The equilibrium constant at 298 K for a reaction $$A + B \rightleftharpoons C + D$$ is 100. If the initial concentration of all the four species were 1 M each, then the equilibrium concentration of D (in mol $$L^{-1}$$) will be:

For the reversible reaction

$$A + B \rightarrow C + D$$

the equilibrium constant at 298 K is given as

$$K_c = 100.$$

Initially, the molar concentration of every species is stated to be

$$[A]_0 = [B]_0 = [C]_0 = [D]_0 = 1\ \text{mol L}^{-1}.$$

Let us assume that, starting from this state, a certain amount of the reactants undergoes conversion. Suppose the extent of reaction (the amount of $$A$$ that reacts per litre) is $$x\ \text{mol L}^{-1}.$$ Because the stoichiometry is 1 : 1 : 1 : 1, the same $$x$$ is consumed from $$B$$ and the same $$x$$ is produced for each of $$C$$ and $$D.$$

Therefore, at equilibrium we will have

$$[A]_{eq} = 1 - x,$$

$$[B]_{eq} = 1 - x,$$

$$[C]_{eq} = 1 + x,$$

$$[D]_{eq} = 1 + x.$$

Now we write the expression for the equilibrium constant. For a reaction of the type $$A + B \rightarrow C + D,$$ the law of mass action gives

$$K_c = \dfrac{[C]_{eq}\,[D]_{eq}}{[A]_{eq}\,[B]_{eq}}.$$

Substituting the equilibrium concentrations found above, we obtain

$$100 \;=\; K_c \;=\; \dfrac{(1 + x)(1 + x)}{(1 - x)(1 - x)} \;=\; \dfrac{(1 + x)^2}{(1 - x)^2}.$$

To solve for $$x,$$ we first rewrite the equation:

$$(1 + x)^2 = 100\,(1 - x)^2.$$

We now take the square root of both sides. While doing so, we must remember that each side can be positive or negative, but only values that yield non-negative concentrations are physically acceptable.

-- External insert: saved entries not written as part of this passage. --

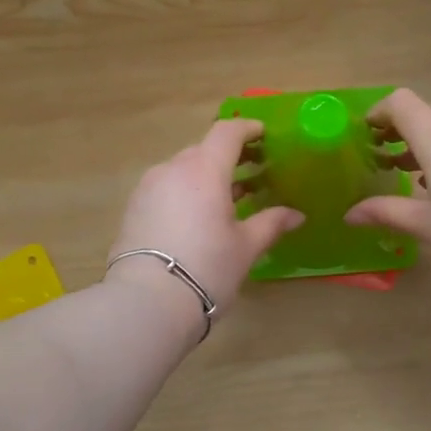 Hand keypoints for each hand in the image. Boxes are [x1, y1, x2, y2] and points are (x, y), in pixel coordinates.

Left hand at [107, 118, 303, 324]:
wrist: (147, 302)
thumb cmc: (207, 268)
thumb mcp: (245, 247)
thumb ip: (271, 223)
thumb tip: (296, 214)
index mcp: (204, 169)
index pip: (227, 132)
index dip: (248, 129)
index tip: (265, 135)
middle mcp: (173, 169)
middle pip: (204, 150)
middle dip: (229, 156)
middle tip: (253, 171)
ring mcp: (148, 187)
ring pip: (183, 170)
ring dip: (206, 176)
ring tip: (229, 198)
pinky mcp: (134, 208)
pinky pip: (166, 188)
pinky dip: (186, 192)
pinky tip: (199, 217)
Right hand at [344, 88, 430, 280]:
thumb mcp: (428, 226)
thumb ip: (386, 212)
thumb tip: (349, 214)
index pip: (402, 103)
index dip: (379, 112)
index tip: (366, 134)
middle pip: (426, 113)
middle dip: (402, 131)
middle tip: (385, 161)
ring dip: (428, 142)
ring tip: (416, 177)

$$1 + x = \pm\,10\,(1 - x).$$

Case 1 : Positive sign

$$1 + x = 10(1 - x).$$

Expanding the right-hand side,

$$1 + x = 10 - 10x.$$

Collecting all terms on one side,

$$1 + x + 10x - 10 = 0$$

$$11x - 9 = 0$$

$$x = \dfrac{9}{11} \approx 0.818.$$

This value of $$x$$ keeps every concentration positive, so it is acceptable.

Case 2 : Negative sign

$$1 + x = -\,10(1 - x) = -10 + 10x.$$

Rearranging,

$$1 + x + 10 - 10x = 0$$

$$11 - 9x = 0$$

$$x = \dfrac{11}{9} \approx 1.222.$$

Substituting this value in $$[A]_{eq} = 1 - x$$ would give $$[A]_{eq} = 1 - 1.222 = -0.222,$$ a negative concentration, which is impossible. Hence this root must be rejected.

Thus the only physically meaningful extent of reaction is

$$x = \dfrac{9}{11} \approx 0.818.$$

Finally, the equilibrium concentration of $$D$$ is

$$[D]_{eq} = 1 + x = 1 + \dfrac{9}{11} = \dfrac{20}{11} \approx 1.818\ \text{mol L}^{-1}.$$

Hence, the correct answer is Option A.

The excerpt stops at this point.